En parallèle, Anthropic avait présenté publiquement sa Safeguards Research Team comme une équipe chargée de renforcer la robustesse face aux “jailbreaks”, d’automatiser du “red teaming” et d’améliorer les techniques de monitoring après déploiement. Le billet indique aussi que l’équipe était “led by Mrinank Sharma”.
« Le monde est en péril » : le cœur de son message
Une alerte qui dépasse l’IA
Le passage le plus repris tient en une phrase : « The world is in peril ». Sharma précise qu’il ne parle pas uniquement de l’IA ou des armes biologiques, mais d’une série de crises interconnectées “en train de se dérouler en ce moment même”.
Il ajoute une idée plus vertigineuse : l’humanité approcherait d’un seuil où sa sagesse doit grandir aussi vite que sa capacité à transformer le monde. Sinon, dit-il, les conséquences pourraient être graves.
Le “déclencheur” n’est pas un événement précis
Autre point important : Sharma ne raconte pas une dispute, ni une rupture liée à un dossier unique. Au contraire, The Federal insiste sur l’absence de “single trigger”. Le texte ressemble davantage à une prise de conscience progressive.
« Disconnect between values and actions » : ce qui l’a usé, selon lui
La pression des institutions “compétition, vitesse, échelle”
Dans la lettre, Sharma explique avoir vu “à quel point il est difficile de laisser nos valeurs gouverner nos actions”. Il dit l’avoir constaté en lui-même, mais aussi dans des institutions façonnées par la compétition, la vitesse et le passage à l’échelle.
C’est une critique qui reste générale.
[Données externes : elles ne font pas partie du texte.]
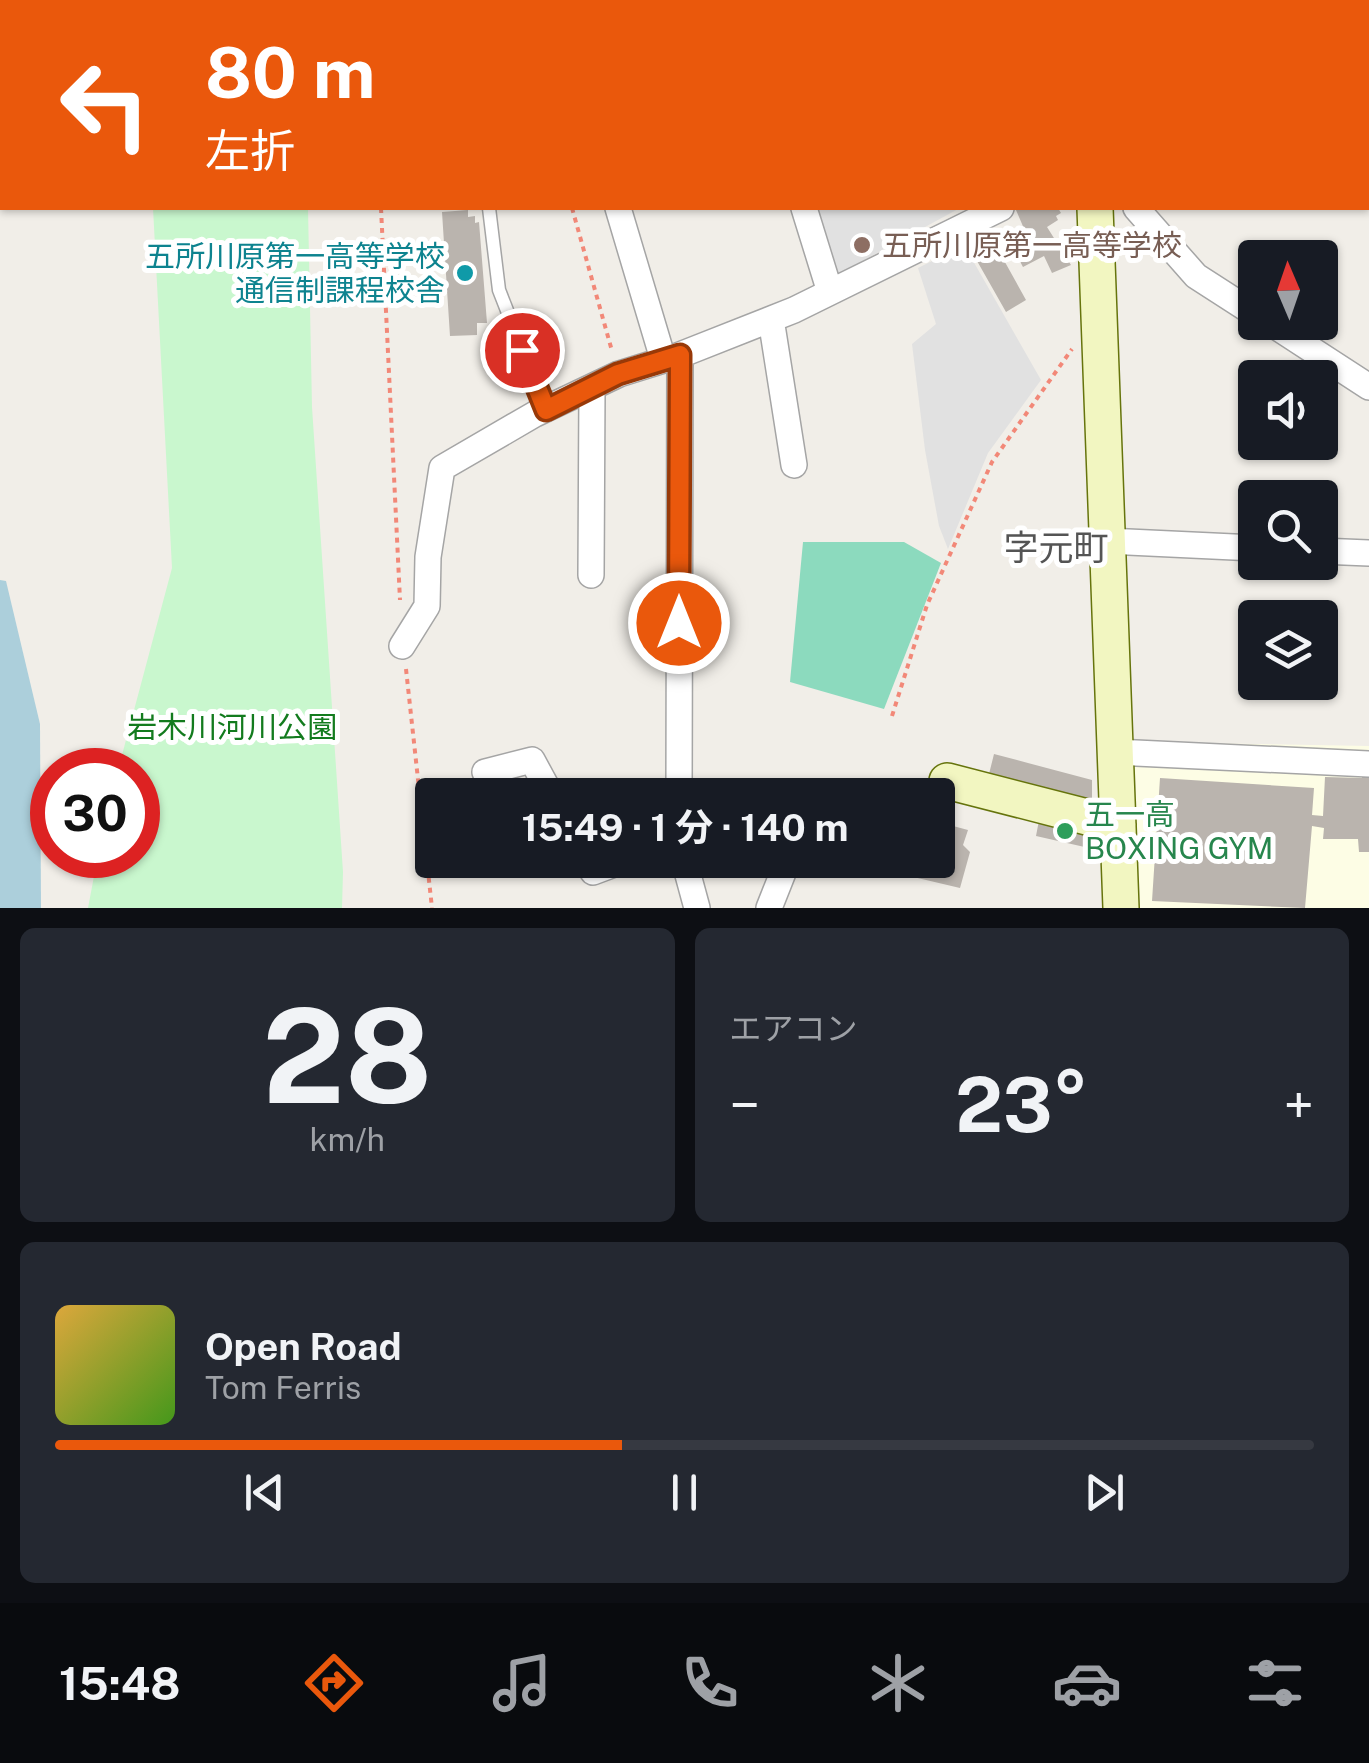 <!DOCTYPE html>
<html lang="ja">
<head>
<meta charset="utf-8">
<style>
  :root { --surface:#171b24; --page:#242831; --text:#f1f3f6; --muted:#9ea1a6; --line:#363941; --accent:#ea580c }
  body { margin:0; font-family:"Public Sans","Noto Sans JP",sans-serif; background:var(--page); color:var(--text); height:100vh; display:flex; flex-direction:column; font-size:38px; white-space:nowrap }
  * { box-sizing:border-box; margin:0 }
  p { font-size:32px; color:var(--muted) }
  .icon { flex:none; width:55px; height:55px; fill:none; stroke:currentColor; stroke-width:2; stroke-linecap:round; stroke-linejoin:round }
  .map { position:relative; height:908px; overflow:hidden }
  .sheet { display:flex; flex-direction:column; gap:20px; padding:20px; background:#0d0f14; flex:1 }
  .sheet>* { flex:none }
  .top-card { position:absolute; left:0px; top:0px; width:1370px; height:210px; box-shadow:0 2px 8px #0004; background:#ea580c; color:#fff; overflow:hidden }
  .needle { width:65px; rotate:358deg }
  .controls { position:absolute; left:1238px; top:240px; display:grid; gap:20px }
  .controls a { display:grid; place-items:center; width:100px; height:100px; border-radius:10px; background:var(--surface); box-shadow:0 2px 8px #0004; font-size:50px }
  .speed { position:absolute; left:30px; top:748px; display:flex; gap:20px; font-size:50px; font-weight:700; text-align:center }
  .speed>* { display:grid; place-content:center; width:130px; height:130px; border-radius:50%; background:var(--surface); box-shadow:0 2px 8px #0004; line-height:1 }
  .speed .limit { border:15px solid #d22; background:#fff; color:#111 }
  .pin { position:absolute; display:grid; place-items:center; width:85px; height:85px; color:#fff; margin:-42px; border:5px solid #fff; border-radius:50%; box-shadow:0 2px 10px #0007 }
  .me { position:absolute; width:110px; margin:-55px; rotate:0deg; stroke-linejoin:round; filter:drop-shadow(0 0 8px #0008) }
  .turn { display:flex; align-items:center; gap:35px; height:210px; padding:0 40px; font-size:45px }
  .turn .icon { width:130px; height:130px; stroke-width:2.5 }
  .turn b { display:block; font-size:70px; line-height:85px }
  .big { font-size:75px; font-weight:700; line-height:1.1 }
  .sheet .card { flex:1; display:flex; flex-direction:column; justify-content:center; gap:15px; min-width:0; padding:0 35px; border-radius:15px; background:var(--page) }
  .sheet .dial { align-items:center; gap:0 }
  .dial b { font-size:130px; line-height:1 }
  .song { display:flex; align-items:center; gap:30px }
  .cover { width:120px; height:120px; border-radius:15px; background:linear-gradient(135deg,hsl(40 70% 55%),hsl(100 70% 35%)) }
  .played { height:10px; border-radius:5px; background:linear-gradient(90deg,var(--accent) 45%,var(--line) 45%) }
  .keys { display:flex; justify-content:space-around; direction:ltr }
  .heat { display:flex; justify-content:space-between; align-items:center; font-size:55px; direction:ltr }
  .sheet .tiles { flex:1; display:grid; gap:20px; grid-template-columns:1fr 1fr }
  .card:last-child { grid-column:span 2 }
  .trip { position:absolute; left:415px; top:778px; width:540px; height:100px; border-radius:10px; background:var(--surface); box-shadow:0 2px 8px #0004; font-weight:700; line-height:100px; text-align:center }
  .dock { display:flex; height:160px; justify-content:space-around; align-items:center; background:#090b0e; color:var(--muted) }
  .dock .icon { width:70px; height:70px }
  .dock .active { color:var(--accent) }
  .dock b { font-size:45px; color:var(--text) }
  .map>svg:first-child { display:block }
  .education { fill:#fdfde5 }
  .park { fill:#c9f7ce }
  .pitch { fill:#8cdabe }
  .parking { fill:#e1e1e1 }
  .water { fill:#accfdb }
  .building { fill:#bab4ae }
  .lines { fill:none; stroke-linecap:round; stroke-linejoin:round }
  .lane-casing { stroke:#a5a5a5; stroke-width:15 }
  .street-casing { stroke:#a5a5a5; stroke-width:28 }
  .secondary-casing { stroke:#66740c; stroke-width:38 }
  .path { stroke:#f28878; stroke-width:4; stroke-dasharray:5 5; stroke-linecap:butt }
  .lane { stroke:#fff; stroke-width:12 }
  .street { stroke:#fff; stroke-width:25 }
  .secondary { stroke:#f2f6c1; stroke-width:35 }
  .route-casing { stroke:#983908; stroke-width:25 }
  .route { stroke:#ea580c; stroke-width:18 }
  .education-dot { fill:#8d6e63; stroke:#fff; stroke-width:4 }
  .culture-dot { fill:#0f9aa8; stroke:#fff; stroke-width:4 }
  .leisure-dot { fill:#2e9e5b; stroke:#fff; stroke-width:4 }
  .labels { text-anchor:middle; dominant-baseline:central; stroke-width:10; stroke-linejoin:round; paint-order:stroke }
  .education-label { font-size:30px; fill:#785e54; stroke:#fff; text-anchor:start }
  .culture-label { font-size:30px; fill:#0d838f; stroke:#fff; text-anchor:end }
  .park-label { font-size:30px; fill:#137b1e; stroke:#fff }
  .leisure-label { font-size:30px; fill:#27864d; stroke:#fff; text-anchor:start }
  .quarter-label { font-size:35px; fill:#545454; stroke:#fff }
</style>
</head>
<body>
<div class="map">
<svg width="1369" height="908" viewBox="0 0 1369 908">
  <rect width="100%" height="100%" fill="#f1eee8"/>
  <path class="education" d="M1134 742 1369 746V908H1140Z"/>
  <path class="park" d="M153 208H308L312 407 343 872 342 908H88L98 855H138V770H118L172 568Z"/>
  <path class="pitch" d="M803 542H904L941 563 884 709 790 682Z"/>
  <path class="parking" d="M814 208H960L833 277Z
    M964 245 1041 380 988 453 948 549 939 526 925 450 912 344 936 324 918 268Z"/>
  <path class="water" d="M0 580 6 581 40 724 41 908H0Z"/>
  <path class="building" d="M1021 208H1058L1061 213 1056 216 1058 220 1047 227 1071 265 1052 273 1044 256 1023 267 1008 239 1025 231 1016 210Z
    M468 210V217L475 216V223L479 222 487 323H477V335L450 336 442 212Z
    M989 224 1005 253 1001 255 1026 300 1006 312 964 238Z
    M994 754 1092 780V812L1002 789 1004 777 989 774Z
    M1362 768 1369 769V852H1359L1358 839H1323L1324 828 1312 826 1305 908 1152 901 1160 778 1314 788 1312 815 1323 816 1325 777 1362 778Z
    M1040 815 1093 827 1089 848 1036 836Z
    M938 822 968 830 963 845 970 852 960 888 871 867 872 860H938Z"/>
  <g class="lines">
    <defs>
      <path id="lane" d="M489 208 499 290 546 410"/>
      <path id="street" d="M765 0 766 2
        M614 2 615 0
        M1368 37H1369
        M618 208 663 359
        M804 208 830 292
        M1136 208 1196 276 1255 314
        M771 319 794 465
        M1269 322 1369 387
        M1107 541 1255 548
        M1320 551 1369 553
        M591 575 592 389
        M402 646 427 606 428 557 442 468 535 414 619 374 680 355 794 310 1001 208
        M1115 752 1369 764
        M485 772 532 760 551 795
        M679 795 680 355
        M586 860 593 872 625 860
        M684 860 697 908
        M769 908 788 860"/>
      <path id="secondary" d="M1078 0 1079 2
        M1095 208 1121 908
        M947 781 1118 825"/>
    </defs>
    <use href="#lane" class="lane-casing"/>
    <use href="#street" class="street-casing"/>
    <use href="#secondary" class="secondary-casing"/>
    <path class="path" d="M371 0 372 2
      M517 0 518 2
      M381 208 400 600
      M572 208 612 351
      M406 669 432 908
      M892 716 927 605 992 462 1072 349"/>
    <use href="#lane" class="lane"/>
    <use href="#street" class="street"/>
    <use href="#secondary" class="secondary"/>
  </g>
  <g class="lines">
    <defs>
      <path id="route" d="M522 350 546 410 618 374 680 355 679 623"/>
    </defs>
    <use href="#route" class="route-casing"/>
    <use href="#route" class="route"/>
  </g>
  <circle class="education-dot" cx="862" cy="245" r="10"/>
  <circle class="culture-dot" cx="465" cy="273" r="10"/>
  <circle class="leisure-dot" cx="1065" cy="831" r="10"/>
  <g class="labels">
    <g class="education-label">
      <text x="882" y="245">五所川原第一高等学校</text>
    </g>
    <g class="culture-label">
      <text x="445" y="256">五所川原第一高等学校<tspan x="445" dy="34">通信制課程校舎</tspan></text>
    </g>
    <g class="park-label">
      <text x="232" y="727">岩木川河川公園</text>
    </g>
    <g class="leisure-label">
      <text x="1085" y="814">五一高<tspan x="1085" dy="34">BOXING GYM</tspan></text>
    </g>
    <g class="quarter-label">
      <text x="1056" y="547">字元町</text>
    </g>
  </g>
</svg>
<div class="controls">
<a><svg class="needle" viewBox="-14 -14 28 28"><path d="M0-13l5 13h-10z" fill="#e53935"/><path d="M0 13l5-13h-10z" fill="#9ea1a6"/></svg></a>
<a><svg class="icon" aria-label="sound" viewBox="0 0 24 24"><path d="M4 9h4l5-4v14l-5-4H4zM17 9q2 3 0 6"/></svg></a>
<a><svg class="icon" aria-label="search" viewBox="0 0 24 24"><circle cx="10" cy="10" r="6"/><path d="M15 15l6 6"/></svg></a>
<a><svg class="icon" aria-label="layers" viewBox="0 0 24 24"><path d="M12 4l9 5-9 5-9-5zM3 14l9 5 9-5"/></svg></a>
</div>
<div class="speed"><div class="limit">30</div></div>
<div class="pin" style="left:522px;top:350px;background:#d93025"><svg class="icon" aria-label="arrive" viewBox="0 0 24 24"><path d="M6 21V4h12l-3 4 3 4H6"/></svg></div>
<svg class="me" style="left:679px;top:623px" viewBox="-20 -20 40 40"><circle r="17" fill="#ea580c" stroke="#fff" stroke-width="3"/><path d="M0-11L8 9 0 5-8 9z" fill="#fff"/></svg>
<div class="trip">15:49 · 1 分 · 140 m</div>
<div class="top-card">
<div class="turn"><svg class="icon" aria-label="left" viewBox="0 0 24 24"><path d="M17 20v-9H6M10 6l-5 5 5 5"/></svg><div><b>80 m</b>左折</div></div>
</div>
</div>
<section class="sheet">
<div class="tiles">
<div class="card dial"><b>28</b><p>km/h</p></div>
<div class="card"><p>エアコン</p>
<div class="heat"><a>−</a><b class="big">23°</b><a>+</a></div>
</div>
<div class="card">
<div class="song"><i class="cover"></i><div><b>Open Road</b><p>Tom Ferris</p></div></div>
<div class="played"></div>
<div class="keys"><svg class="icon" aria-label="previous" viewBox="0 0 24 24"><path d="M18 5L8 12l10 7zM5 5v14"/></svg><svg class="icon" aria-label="pause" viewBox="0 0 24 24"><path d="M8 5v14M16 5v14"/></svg><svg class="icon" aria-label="next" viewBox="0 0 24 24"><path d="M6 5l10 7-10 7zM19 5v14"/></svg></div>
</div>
</div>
</section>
<nav class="dock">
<b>15:48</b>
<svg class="icon active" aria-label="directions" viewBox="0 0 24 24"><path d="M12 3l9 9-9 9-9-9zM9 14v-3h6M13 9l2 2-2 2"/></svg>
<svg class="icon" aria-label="music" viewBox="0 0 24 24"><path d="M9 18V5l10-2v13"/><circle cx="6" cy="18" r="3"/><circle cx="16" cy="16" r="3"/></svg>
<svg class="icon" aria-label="phone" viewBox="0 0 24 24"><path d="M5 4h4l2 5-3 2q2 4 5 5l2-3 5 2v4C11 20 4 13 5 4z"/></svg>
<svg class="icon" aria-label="climate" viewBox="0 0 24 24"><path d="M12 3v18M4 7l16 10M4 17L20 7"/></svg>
<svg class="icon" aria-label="car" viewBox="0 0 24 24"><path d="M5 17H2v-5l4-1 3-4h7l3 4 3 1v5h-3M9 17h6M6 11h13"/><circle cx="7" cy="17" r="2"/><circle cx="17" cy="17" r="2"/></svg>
<svg class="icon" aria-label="filters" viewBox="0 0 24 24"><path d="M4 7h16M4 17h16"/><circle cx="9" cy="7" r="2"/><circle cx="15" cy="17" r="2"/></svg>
</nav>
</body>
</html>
Pourtant, elle résonne. Elle décrit la mécanique d’entreprises qui avancent vite, parfois plus vite que leur cadre éthique ne suit.
Son dernier projet : ce que les assistants IA font à l’humain
C’est l’élément que j’avais trop peu mis en avant, et c’est celui que The Federal souligne nettement : Sharma dit être fier de son dernier projet de recherche, consacré à la manière dont des assistants IA pourraient éroder ou déformer des qualités humaines.
Dit autrement, il ne parle pas seulement de contenus interdits ou de jailbreaks. Il pointe un risque plus intime : l’effet “lent”, culturel, relationnel, que ces outils peuvent avoir sur nos manières de penser, de décider, ou de nous percevoir.
À ce stade, Sharma explique qu’il ne se sent plus appelé à des améliorations incrémentales, comme rendre un système “moins sycophant”. Il veut déplacer son énergie ailleurs.
Après Anthropic : Royaume-Uni, poésie, “courageous speech”
Se rendre “invisible” un temps
Sharma dit vouloir retourner au Royaume-Uni, explorer une voie en poésie, approfondir son travail de facilitation et de “community-building”, et se mettre en retrait de la visibilité publique pendant un certain temps.
Il revendique aussi la “courageous speech”, une parole courageuse, et place la “vérité poétique” au même niveau que la vérité scientifique pour comprendre l’époque.
Une sortie conclue par un poème
Enfin, The Federal note qu’il clôt son adieu avec “The Way It Is” de William Stafford, comme une façon de garder un fil moral stable au milieu du tumulte.
Un départ qui s’inscrit dans une histoire plus longue
L’article fait aussi un parallèle avec d’autres départs marquants dans la tech, notamment celui de Timnit Gebru chez Google en 2020, pour illustrer une tension persistante : l’ambition technologique d’un côté, la retenue morale de l’autre.